Powder on MDF -- a market. (Finishing Newsfront).
While powder coatings have become a $1 billion dollar industry in the United States, and a $3.5 billion dollar industry globally, this still represents only 5 percent of the total worldwide industrial coatings market. In an effort to provide continued growth for powder coating materials, both new and existing material suppliers are rapidly expanding the functional range of powders beyond traditional metal product finishing, into non-metallic substrates such as wood and plastics,
Of these potential substrates, engineered woods such as MDF are fast becoming an attractive market for powder coatings due to the uniform density of the substrate, smooth surface and low potential for out-gassing relative to natural woods. Specific MDF user markets that have been penetrated successfully to date are office and institutional furniture, store fixtures and displays and kitchen cabinets.
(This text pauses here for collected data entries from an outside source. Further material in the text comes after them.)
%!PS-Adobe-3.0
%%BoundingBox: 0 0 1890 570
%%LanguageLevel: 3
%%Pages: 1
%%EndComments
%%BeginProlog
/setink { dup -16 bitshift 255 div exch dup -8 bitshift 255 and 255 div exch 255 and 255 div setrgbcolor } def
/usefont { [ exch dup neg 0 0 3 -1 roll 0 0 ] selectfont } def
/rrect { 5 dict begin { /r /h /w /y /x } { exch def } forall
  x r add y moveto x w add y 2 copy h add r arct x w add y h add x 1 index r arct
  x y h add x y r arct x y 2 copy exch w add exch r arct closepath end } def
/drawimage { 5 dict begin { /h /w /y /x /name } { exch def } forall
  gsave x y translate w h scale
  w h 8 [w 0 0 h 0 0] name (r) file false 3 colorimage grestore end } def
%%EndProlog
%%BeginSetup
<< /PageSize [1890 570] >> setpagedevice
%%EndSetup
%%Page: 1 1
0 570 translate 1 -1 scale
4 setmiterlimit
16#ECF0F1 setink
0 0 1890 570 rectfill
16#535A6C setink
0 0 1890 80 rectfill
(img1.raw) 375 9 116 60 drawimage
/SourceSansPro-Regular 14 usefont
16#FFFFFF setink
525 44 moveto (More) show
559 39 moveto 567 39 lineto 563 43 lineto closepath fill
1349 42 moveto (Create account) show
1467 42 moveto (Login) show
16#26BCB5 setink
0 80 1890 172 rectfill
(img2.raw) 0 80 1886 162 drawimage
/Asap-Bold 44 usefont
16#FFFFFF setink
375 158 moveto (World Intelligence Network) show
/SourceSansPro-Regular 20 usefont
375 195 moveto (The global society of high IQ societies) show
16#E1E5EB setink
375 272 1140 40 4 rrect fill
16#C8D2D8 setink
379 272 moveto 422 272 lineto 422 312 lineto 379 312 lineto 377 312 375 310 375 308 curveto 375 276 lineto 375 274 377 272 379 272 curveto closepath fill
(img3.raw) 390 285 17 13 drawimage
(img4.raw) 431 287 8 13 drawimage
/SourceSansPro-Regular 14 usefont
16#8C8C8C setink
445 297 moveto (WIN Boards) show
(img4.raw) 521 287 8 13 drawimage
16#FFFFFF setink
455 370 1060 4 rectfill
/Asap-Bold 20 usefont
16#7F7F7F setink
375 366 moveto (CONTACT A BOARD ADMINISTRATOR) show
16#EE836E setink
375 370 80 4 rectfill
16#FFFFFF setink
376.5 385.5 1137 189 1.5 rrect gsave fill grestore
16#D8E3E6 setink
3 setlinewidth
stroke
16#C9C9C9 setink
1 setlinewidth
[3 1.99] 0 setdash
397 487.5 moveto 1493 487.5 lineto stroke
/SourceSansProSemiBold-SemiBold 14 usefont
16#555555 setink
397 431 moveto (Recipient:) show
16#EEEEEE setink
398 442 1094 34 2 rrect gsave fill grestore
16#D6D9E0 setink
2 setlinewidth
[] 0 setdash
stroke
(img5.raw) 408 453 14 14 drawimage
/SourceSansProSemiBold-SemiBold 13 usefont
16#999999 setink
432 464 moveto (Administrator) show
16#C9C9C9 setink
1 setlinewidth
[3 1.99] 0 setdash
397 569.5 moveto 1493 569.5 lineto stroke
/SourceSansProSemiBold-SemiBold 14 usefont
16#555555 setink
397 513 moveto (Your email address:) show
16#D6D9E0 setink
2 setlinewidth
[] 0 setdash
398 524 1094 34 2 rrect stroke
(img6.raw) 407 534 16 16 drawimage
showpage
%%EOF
Many of the manufacturers in the aforementioned industries have been, and still are, heavy users of laminates or thermofoil. Replacement of this particular process (in addition to replacing liquid coatings on wood) represents the greatest potential for the use of powder coatings. At this point there are no powder coatings that can replace simulated woodgrain foil, however, much work has and continues to be done in the area of textured powders, speckled powders, and of course numerous colors with various levels of gloss.
UV vs. Thermoset
There are two basic types of powder coatings: thermoset, which are cured with heat, and UV, which are cured by ultraviolet radiation. Both are proven technologies currently being used in the production and finishing of MDF, and the author does not endorse one type over the other.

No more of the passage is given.